A new camper struggles to learn complicated choreography for the upcoming Acting Manitou musical. In productions at her school, she has danced before. She even took a weekend ballet class at a local studio when she was younger. But, now, the precision in the steps that she is being asked to internalize, the exact shape of her body, her focal point and facial expression, the timing – it is the most ambitious choreography she has ever had to learn. And she has a very short amount of time in which to do it. The performance festival is in less than a week.
Pressure. She feels the time crunch running alongside her own desire to be her best. Others are working at her side, sweating towards the same objective. This is her first summer at Acting Manitou and she has never felt so challenged, so inspired, so invigorated by her art. She’s learning the true meaning of the passionate pursuit of excellence in her craft. It’s play. It’s work. It’s fun. And it’s hard. It’s exhausting and exhilarating. And she has no idea if she we will be able to do it. In so short a time. This is the good kind of pressure. She is doing this for her friends and for herself. Not because she’s being made to do it, or because society, school, rules, tell her she should. She wants this. This is the sort of pressure that creates. Greatness.

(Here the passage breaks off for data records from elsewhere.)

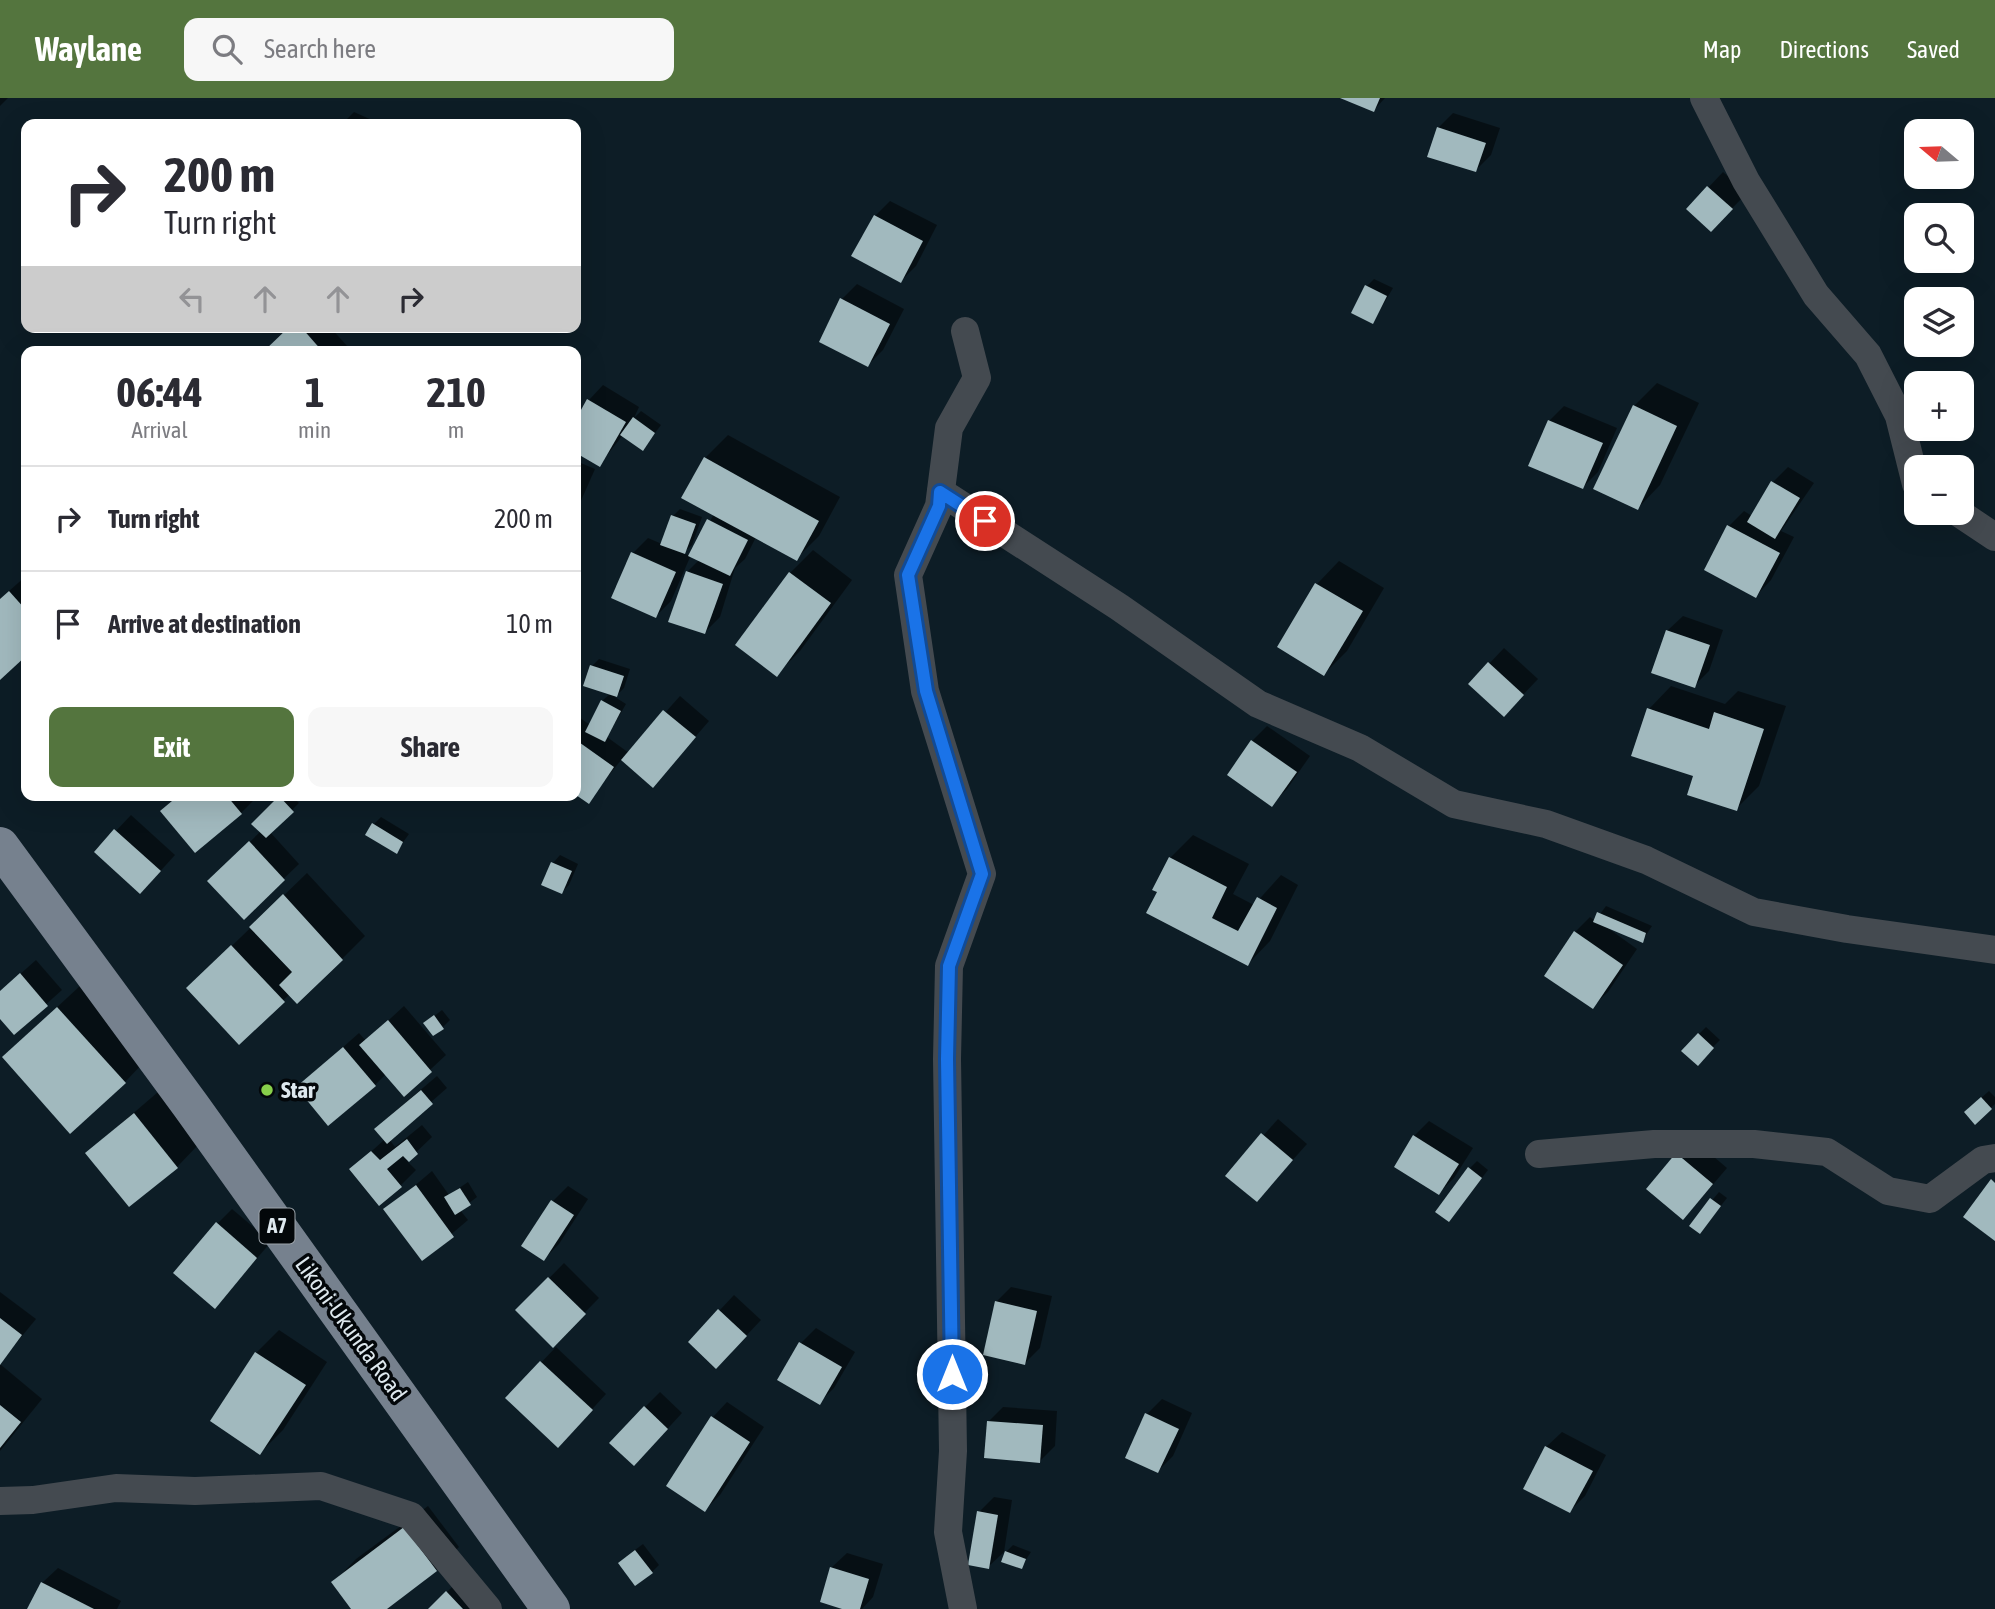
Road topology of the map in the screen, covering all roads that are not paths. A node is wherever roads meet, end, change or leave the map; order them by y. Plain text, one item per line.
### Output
1 (1704, 98) edge
2 (965, 331) dead end
3 (1909, 455) edge
4 (940, 492) junction
5 (1974, 523) edge
6 (1995, 537) edge
7 (0, 846) edge
8 (1995, 950) edge
9 (1539, 1154) dead end
10 (1995, 1158) edge
11 (0, 1501) edge
12 (488, 1609) edge
13 (551, 1609) edge
14 (963, 1609) edge

1 - 3 street
2 - 4 street
4 - 8 street
4 - 14 street
5 - 6 street
7 - 13 highway, Likoni-Ukunda Road / A7
9 - 10 street
11 - 12 street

An older camper, a C.I.T., is back at Acting Manitou for her fifth and final summer, at least as a student. She is grateful for how the program has turned her into the confident, outspoken, thoughtful, collaborative, individual she is today. She wasn’t always this bold. Without the camp, she’s not sure where she would be. And she’s ready to give back.
As the younger camper sits in the rehearsal studio at the end of 3 hours of pushing herself, switching from her character shoes to sandals, ready to dip her toes in the pool before dinner, she is approached by the C.I.T. An exchange, begun by the older camper: Great rehearsal, really tough, right? Yes! You’re really getting it. Really? I thought so, how’d it feel? Fast, confusing, overwhelming honestly. Which part? Ummm…all of it. All right, you want to go over it? Really? Of course! When? How about now?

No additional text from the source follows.